▶ YOUR ASSIGNMENT: Every line from the line containing "Build a routing" through the final line below must be returned exactly, and no other line.

▶ EXCERPTED RECORDS:
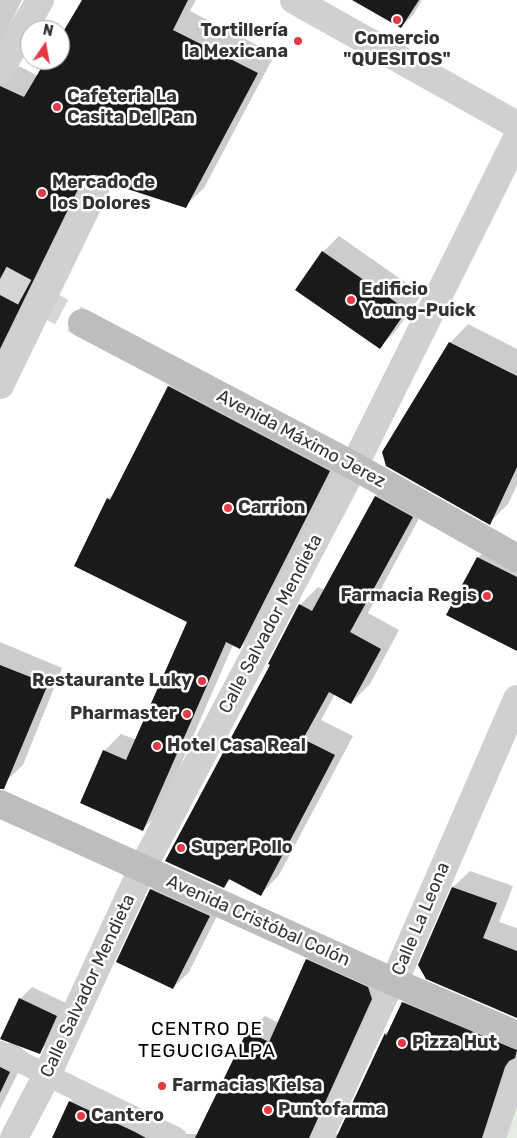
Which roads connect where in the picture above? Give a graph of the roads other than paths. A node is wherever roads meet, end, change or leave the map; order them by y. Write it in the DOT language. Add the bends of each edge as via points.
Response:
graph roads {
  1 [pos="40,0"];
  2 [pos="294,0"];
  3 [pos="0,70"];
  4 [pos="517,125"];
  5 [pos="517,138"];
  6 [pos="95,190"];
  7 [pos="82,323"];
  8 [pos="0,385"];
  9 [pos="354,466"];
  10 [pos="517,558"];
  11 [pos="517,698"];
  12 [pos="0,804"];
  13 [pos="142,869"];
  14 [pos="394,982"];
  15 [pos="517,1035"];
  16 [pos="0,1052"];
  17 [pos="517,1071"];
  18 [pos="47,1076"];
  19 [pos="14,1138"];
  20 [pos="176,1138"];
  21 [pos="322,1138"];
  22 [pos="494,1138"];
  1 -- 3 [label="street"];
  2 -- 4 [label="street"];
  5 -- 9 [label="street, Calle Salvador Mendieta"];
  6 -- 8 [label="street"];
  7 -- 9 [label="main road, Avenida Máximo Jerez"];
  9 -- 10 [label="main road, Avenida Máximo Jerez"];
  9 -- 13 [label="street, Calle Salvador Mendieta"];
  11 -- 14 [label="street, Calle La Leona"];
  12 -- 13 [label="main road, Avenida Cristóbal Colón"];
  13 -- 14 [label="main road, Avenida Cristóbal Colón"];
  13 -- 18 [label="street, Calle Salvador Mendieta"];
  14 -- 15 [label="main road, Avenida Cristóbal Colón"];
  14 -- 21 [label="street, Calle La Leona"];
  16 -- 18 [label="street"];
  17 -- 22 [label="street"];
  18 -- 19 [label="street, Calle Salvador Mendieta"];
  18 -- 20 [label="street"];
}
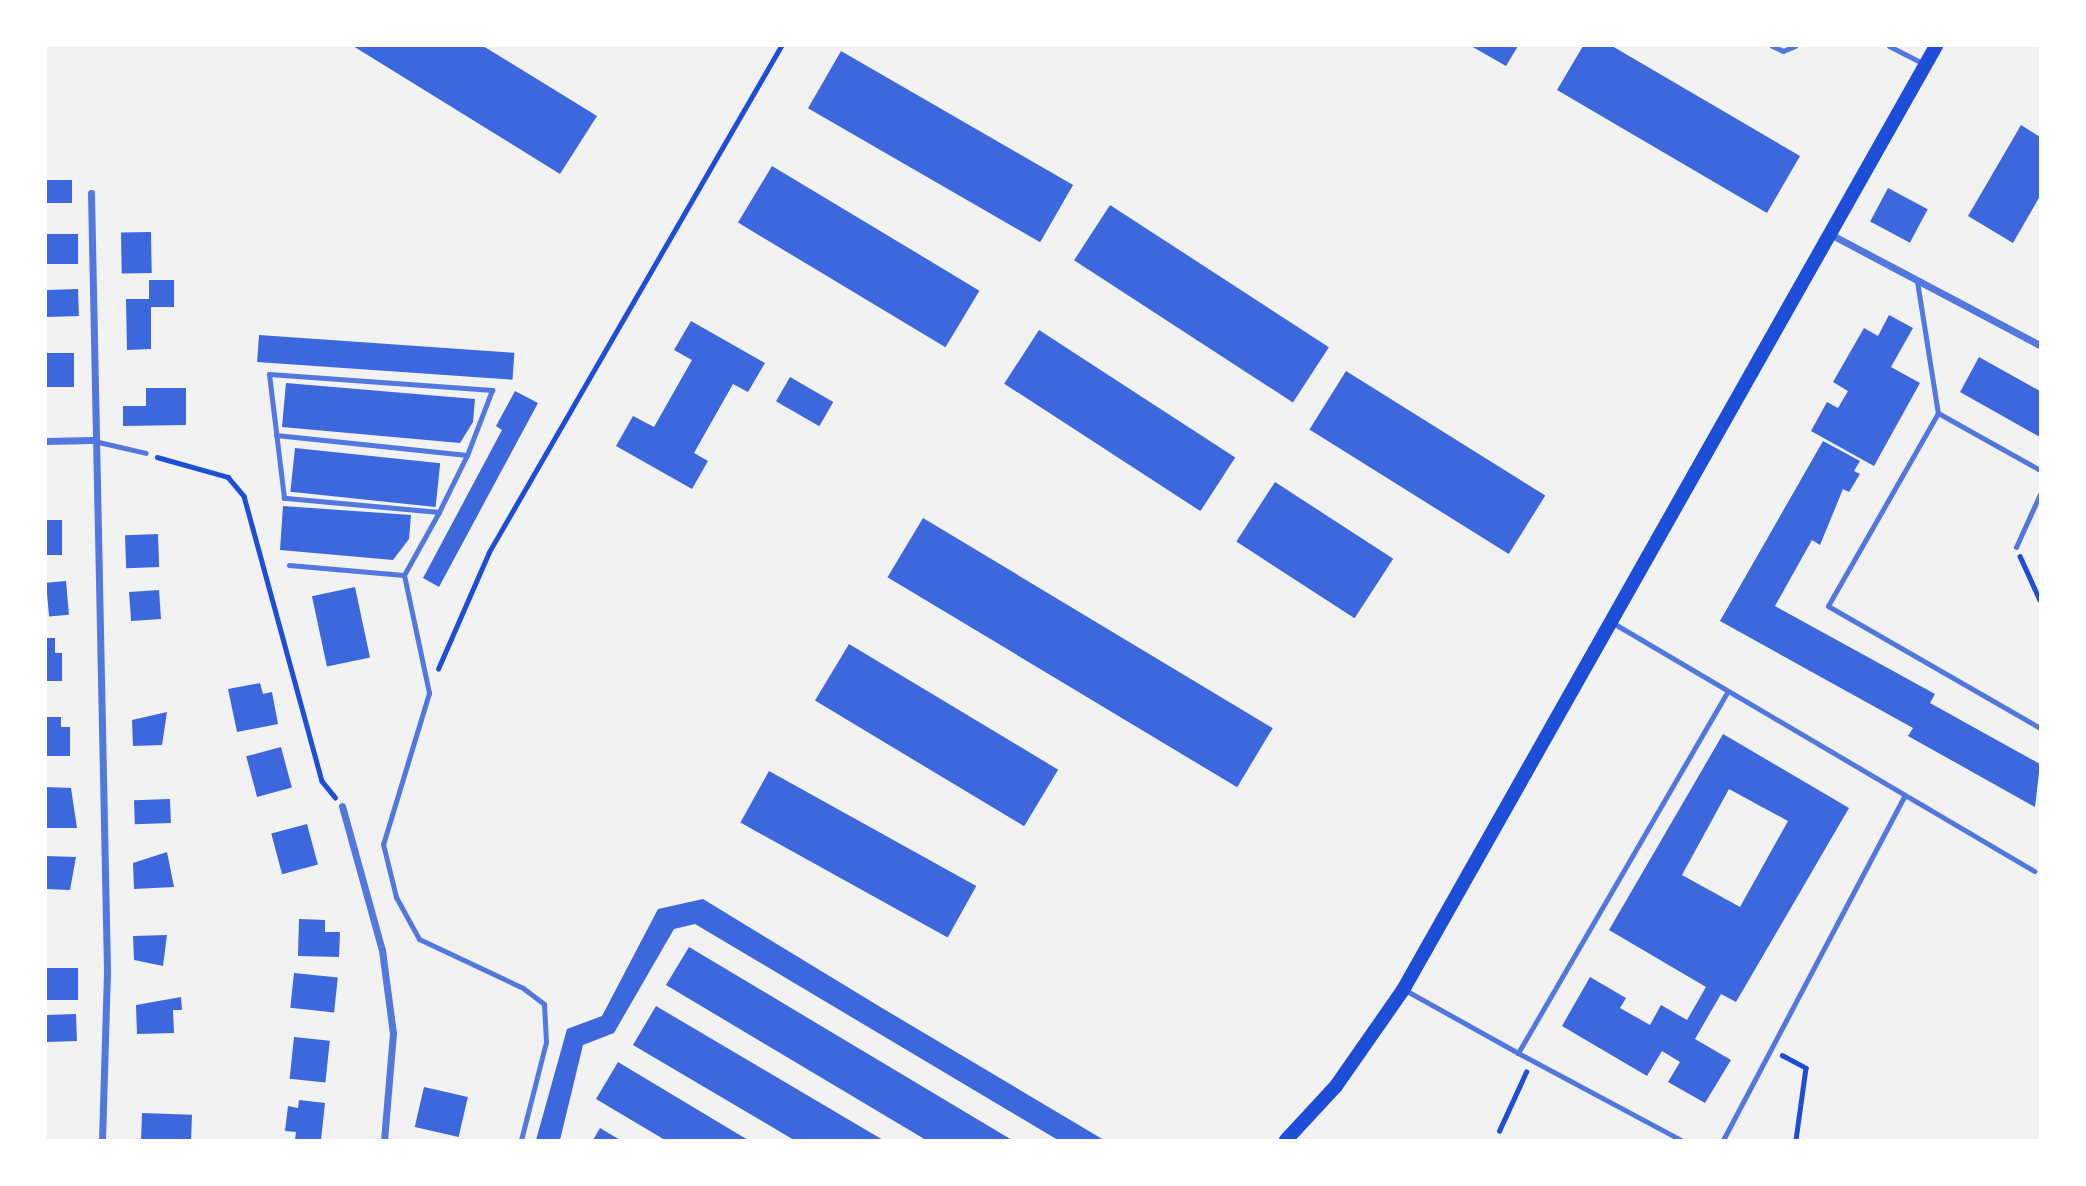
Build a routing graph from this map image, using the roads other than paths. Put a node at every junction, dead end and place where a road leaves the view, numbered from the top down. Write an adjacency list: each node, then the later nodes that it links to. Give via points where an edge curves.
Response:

▶ EXPECTED ANSWER:
Build a routing graph from this map image, using the roads other than paths. Put a node at every junction, dead end and place where a road leaves the view, numbered from the top down. Write an adjacency list: each node, then the later nodes that it links to. Give via points where an edge curves.
Response:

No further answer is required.